*** DATA UNDER STUDY Section Begins ***

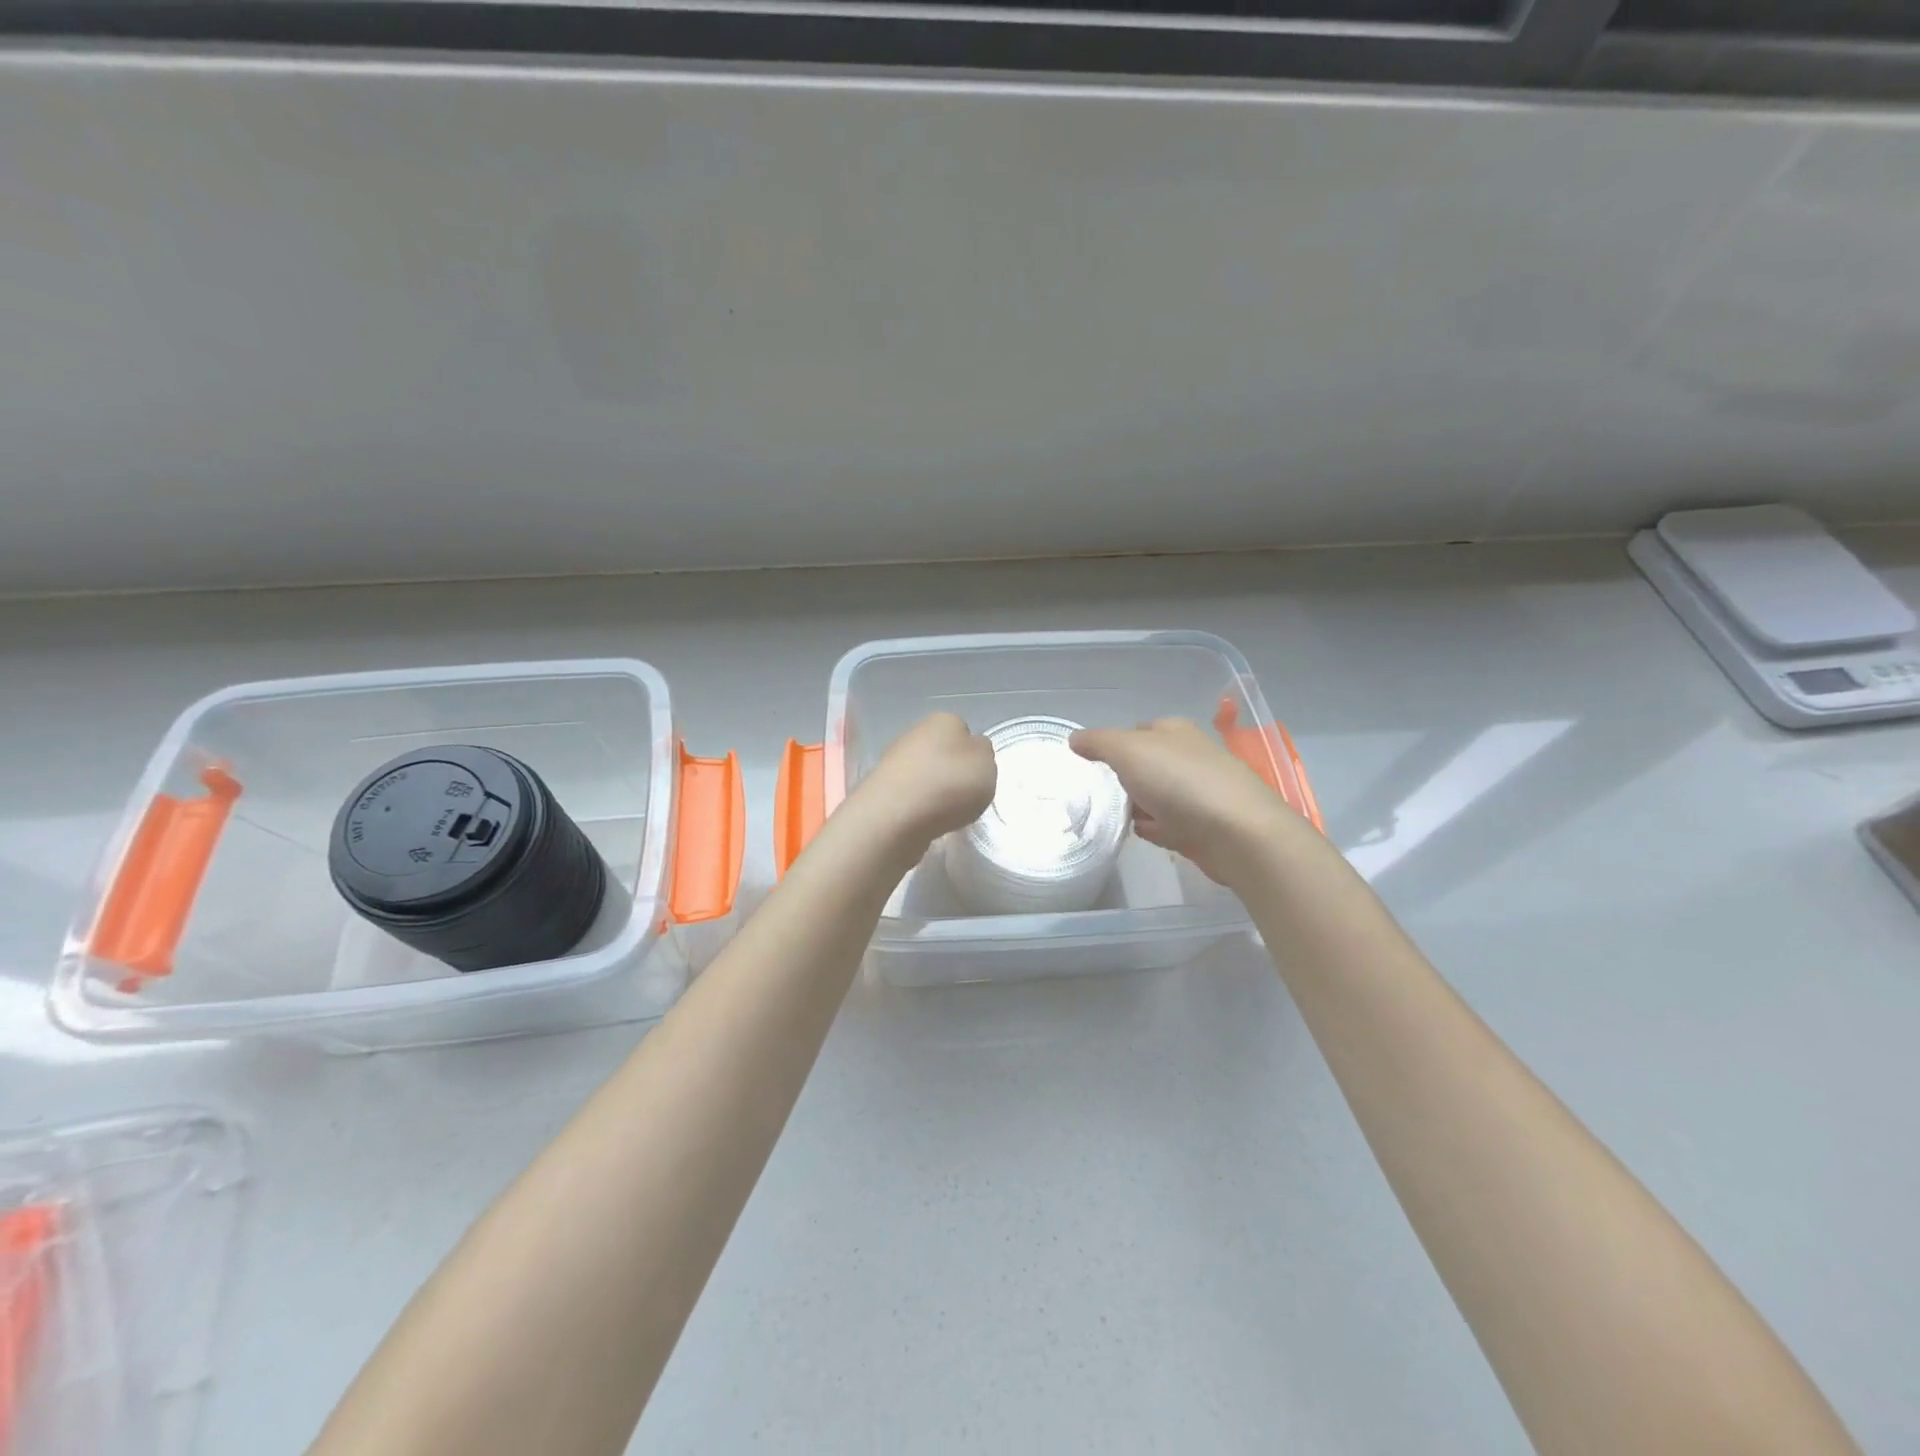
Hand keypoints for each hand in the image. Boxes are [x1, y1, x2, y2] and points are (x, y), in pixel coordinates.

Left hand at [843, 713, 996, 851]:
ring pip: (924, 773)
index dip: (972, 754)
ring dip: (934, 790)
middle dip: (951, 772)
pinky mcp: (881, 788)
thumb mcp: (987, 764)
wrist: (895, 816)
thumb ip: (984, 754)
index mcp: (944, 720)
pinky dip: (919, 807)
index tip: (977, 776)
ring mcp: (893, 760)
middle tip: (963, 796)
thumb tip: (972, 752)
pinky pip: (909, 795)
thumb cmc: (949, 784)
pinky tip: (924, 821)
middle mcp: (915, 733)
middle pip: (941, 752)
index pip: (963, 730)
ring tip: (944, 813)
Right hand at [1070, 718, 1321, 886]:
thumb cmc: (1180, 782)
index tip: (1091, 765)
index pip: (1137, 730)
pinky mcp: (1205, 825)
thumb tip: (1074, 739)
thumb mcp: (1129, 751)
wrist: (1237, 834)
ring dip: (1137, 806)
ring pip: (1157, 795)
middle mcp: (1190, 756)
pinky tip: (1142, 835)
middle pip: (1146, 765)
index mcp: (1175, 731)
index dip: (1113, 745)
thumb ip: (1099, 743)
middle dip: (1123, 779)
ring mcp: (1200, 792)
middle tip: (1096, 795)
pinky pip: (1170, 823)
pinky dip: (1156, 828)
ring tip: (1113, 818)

*** DATA UNDER STUDY Section Ends ***

* _EXERCISE PROMPT_
Each entry above is to be duplicated exactly, and its pictures omitted.

* _RESULT_
Hand keypoints for each hand in the image. Boxes are [x1, y1, x2, y2] and points are (x, y), in pixel coordinates.

Left hand at [843, 713, 996, 851]:
ring pip: (924, 773)
index dip: (972, 754)
ring dip: (934, 790)
middle dip: (951, 772)
pinky mcp: (881, 788)
thumb mcp: (987, 764)
wrist: (895, 816)
thumb ip: (984, 754)
index mcp: (944, 720)
pinky dip: (919, 807)
index tip: (977, 776)
ring mcp: (893, 760)
middle tip: (963, 796)
thumb tip: (972, 752)
pinky pip: (909, 795)
thumb cmc: (949, 784)
pinky tip: (924, 821)
middle mcp: (915, 733)
middle pip: (941, 752)
index pip: (963, 730)
ring tip: (944, 813)
Right hand at [1070, 718, 1321, 886]:
thumb cmc: (1180, 782)
index tip: (1091, 765)
index pip: (1137, 730)
pinky mcp: (1205, 825)
thumb tip: (1074, 739)
thumb mcp: (1129, 751)
wrist: (1237, 834)
ring dip: (1137, 806)
ring pip: (1157, 795)
middle mcp: (1190, 756)
pinky tip: (1142, 835)
middle pip: (1146, 765)
index mcp: (1175, 731)
index dip: (1113, 745)
thumb ip: (1099, 743)
middle dip: (1123, 779)
ring mcp: (1200, 792)
middle tip: (1096, 795)
pinky pip: (1170, 823)
pinky dip: (1156, 828)
ring tip: (1113, 818)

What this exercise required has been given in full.